Martin Dansforth slowly turned around. His eyes met Logan Kingsbury’s, and Logan dived back into the stream, fished
out the nugget he had found, and brought it out, lifting it over his head.
Martin brought his feet out of the water.
“Gold!” they screamed, forgetting their fear, forgetting the ravens and buzzards they had left behind them four miles back, forgetting the four dearly departed partners they had enticed to come with them back in Fetterman City. They ran to each other and danced a jig, then a polka, and then fell onto the grass and laughed and laughed and laughed.

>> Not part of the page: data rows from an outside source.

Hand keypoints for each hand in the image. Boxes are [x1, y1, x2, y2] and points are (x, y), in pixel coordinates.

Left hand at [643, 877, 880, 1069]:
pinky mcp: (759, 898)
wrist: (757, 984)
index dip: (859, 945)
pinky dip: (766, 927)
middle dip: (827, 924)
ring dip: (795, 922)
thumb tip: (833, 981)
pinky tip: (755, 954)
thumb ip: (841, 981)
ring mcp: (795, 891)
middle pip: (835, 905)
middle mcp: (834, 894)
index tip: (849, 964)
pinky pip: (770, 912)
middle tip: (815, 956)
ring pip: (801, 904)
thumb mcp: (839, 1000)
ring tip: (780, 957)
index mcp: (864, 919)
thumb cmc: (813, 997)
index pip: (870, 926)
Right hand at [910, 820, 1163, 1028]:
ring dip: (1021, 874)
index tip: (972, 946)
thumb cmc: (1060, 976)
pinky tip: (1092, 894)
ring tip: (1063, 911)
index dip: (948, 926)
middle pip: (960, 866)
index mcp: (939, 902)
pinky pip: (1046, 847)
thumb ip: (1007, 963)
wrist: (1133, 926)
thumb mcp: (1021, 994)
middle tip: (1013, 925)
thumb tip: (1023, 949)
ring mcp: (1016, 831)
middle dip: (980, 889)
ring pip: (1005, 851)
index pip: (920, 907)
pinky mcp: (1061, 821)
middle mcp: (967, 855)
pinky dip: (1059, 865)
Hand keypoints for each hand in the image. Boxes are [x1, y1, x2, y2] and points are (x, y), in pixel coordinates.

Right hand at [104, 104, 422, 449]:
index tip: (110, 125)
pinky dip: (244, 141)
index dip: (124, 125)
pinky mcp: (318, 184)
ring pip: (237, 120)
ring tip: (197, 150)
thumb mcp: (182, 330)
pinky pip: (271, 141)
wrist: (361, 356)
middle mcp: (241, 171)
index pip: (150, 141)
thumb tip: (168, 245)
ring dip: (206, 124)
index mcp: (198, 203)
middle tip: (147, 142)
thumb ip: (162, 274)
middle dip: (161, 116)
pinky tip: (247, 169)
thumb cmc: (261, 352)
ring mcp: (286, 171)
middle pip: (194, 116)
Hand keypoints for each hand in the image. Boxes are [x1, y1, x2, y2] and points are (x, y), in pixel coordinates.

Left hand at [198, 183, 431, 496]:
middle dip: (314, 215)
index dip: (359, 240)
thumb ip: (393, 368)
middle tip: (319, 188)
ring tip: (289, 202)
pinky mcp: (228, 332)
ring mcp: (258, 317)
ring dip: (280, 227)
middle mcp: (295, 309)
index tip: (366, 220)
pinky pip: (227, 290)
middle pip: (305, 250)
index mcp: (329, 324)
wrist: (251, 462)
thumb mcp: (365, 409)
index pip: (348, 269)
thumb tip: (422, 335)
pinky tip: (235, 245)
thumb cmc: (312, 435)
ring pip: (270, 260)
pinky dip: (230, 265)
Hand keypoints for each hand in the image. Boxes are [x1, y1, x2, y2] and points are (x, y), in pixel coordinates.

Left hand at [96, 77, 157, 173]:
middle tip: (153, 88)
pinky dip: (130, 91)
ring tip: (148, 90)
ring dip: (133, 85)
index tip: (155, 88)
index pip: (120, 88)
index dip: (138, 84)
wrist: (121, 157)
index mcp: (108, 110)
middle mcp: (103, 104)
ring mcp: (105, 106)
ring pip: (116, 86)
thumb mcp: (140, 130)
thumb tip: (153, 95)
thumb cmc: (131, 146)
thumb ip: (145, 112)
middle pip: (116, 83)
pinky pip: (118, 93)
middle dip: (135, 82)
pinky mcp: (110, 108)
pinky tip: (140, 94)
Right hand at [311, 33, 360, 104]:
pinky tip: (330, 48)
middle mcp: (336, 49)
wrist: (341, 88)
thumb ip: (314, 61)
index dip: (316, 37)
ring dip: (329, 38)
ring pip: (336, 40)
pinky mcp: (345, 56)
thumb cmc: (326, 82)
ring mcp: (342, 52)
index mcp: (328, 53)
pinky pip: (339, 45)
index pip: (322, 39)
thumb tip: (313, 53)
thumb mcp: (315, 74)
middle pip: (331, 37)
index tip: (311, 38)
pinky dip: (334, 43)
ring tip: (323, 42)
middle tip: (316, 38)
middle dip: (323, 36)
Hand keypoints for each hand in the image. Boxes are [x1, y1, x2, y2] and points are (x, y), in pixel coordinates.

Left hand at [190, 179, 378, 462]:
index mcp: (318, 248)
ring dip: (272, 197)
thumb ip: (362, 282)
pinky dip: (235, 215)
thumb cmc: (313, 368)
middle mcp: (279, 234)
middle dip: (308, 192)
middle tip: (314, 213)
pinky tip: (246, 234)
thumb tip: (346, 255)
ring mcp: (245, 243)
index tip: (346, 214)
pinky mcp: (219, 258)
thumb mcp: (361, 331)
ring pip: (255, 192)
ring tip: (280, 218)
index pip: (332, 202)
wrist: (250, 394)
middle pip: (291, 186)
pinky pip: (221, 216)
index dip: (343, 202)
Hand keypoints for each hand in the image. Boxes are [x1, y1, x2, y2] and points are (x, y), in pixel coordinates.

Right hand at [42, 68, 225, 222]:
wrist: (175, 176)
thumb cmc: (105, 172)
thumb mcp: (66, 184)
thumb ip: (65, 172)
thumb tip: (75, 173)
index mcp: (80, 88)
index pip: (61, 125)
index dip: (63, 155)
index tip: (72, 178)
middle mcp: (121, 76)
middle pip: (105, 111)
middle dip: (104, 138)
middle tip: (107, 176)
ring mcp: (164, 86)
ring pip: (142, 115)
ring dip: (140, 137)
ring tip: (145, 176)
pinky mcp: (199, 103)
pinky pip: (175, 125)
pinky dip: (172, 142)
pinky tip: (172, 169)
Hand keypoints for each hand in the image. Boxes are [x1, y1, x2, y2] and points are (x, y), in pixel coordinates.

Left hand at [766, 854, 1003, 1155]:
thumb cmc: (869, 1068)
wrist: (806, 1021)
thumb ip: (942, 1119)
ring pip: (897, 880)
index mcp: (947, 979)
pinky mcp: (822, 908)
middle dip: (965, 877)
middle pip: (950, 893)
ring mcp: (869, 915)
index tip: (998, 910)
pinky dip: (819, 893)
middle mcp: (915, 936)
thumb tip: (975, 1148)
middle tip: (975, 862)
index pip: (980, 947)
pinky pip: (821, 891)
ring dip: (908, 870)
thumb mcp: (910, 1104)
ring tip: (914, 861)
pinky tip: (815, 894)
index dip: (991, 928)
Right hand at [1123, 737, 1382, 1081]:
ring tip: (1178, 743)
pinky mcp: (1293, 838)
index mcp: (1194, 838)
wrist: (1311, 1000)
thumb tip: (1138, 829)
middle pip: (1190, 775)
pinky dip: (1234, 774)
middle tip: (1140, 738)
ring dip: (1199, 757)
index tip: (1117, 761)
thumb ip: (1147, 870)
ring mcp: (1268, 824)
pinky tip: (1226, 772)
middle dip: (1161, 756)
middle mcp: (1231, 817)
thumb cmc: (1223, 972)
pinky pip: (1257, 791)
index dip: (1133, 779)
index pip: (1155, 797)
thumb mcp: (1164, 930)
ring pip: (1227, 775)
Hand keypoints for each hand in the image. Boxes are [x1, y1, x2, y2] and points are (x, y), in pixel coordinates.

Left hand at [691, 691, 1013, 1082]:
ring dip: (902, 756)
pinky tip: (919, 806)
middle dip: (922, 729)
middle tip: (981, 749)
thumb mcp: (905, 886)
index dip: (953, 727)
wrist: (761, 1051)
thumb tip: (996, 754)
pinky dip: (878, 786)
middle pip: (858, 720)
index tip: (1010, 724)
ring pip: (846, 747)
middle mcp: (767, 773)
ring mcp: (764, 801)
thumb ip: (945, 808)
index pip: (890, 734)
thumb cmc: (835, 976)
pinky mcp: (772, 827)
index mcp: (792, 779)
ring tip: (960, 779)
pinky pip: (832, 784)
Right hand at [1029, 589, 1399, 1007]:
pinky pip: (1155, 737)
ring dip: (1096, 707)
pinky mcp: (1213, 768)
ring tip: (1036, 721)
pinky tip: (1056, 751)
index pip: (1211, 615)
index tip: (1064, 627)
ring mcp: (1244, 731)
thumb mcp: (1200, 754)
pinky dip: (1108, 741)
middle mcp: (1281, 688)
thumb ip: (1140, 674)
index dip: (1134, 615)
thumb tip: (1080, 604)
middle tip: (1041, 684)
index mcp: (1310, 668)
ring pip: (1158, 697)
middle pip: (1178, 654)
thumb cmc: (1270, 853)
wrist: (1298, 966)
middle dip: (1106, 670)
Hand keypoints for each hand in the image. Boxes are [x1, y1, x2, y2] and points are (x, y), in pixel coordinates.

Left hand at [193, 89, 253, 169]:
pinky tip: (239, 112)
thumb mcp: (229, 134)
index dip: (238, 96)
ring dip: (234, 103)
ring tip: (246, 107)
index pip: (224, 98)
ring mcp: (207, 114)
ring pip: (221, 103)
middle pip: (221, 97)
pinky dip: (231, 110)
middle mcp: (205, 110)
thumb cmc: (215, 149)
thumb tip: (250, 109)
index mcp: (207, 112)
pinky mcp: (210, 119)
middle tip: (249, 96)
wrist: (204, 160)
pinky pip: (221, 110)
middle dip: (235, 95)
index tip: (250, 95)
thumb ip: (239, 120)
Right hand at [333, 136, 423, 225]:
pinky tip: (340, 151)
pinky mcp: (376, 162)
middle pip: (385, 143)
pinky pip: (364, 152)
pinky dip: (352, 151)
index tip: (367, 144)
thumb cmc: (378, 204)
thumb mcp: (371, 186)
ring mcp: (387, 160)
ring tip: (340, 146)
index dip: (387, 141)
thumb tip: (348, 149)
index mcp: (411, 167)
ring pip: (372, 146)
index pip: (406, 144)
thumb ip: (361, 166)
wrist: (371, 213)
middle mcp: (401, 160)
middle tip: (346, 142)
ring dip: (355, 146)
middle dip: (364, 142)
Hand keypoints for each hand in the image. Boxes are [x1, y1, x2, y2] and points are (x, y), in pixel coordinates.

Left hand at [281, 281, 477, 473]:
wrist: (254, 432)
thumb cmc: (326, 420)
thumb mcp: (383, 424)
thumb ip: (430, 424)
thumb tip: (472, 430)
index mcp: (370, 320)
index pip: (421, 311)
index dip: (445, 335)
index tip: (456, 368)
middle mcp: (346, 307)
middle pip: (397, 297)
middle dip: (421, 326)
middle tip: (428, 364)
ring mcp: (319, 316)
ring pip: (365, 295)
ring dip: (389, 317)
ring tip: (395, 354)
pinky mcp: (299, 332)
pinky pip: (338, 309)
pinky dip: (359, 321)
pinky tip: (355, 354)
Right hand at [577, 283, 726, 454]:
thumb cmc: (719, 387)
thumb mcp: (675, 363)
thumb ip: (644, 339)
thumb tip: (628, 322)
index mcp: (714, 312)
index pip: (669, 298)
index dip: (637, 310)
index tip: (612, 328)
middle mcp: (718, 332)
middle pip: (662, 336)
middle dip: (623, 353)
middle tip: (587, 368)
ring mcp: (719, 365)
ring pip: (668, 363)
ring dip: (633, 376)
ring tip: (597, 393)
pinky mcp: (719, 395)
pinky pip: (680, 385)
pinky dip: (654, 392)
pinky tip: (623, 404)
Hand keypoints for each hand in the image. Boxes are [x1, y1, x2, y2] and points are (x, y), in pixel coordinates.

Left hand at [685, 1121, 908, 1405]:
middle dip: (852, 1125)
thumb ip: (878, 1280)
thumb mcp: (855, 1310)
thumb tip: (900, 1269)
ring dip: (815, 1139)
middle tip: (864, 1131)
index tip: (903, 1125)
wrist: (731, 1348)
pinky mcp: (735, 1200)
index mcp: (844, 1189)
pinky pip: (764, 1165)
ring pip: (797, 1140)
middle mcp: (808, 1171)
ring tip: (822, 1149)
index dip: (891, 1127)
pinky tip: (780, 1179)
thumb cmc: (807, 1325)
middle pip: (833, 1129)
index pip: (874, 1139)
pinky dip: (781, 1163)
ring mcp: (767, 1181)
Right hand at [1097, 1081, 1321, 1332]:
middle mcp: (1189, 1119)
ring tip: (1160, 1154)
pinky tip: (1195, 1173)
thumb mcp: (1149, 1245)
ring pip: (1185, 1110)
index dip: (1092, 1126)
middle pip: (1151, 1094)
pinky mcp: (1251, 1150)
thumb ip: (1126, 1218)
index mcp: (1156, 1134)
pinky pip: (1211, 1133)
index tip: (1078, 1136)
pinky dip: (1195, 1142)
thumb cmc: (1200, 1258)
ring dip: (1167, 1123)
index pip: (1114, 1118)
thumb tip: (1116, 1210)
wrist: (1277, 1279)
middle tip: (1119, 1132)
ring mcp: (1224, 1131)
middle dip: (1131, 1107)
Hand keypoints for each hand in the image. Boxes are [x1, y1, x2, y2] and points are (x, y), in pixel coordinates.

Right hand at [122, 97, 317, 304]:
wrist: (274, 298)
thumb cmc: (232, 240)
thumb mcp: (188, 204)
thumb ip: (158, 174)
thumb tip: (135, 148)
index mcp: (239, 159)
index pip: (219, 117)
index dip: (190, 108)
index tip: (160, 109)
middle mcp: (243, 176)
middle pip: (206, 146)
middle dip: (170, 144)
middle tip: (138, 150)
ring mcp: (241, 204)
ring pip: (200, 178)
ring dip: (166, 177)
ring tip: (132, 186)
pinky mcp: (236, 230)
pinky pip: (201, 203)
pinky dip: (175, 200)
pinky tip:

Gold. A bonanza of gold, only it lay far from Deadwood, far from the prying eyes of the United States Army and the Great Sioux Nation. Gold. Gold for the taking. Gold for Martin Dansforth and Logan Kingsbury. Gold. Gold. Gold.
“They named their claim Slim Pickings.”
Not that it was an actual, legal claim. No, Martin Dansforth said he had seen what happens to a gold-rich place when claims were made, when people began flocking to steal or just get a slice of that pie. Besides, they had never really studied a map and weren’t altogether certain about what the treaty signed by the Sioux and U.S. government designated as Sioux land for as long as the grass shall grow and what was land that was open for white men and women.
It was decided that they would keep the location of the strike a secret.
“But two men can’t work a claim of this magnitude,” Logan Kingsbury pointed out.
“That’s true,” Martin Dansforth said.
“We could return to Fetterman City and—”
“No. No. No!” Dansforth shook his head. “That’s too dangerous. Men there do not keep secrets. I’m certain we would have eventually had to kill our four partners from there had not the Sioux taken care of them and, well, that unfortunate accident.”
“Yes,” said Logan Kingsbury. “Do you have any brothers? Sisters?”
“No, alas, as yellow fever took my brother, and a .41 slug from a derringer sent my father from this world.”
“And your mother?”
“They hanged her after my father’s murder.” He paused. “Vigilantes, you see. Bannack City in Montana Territory.”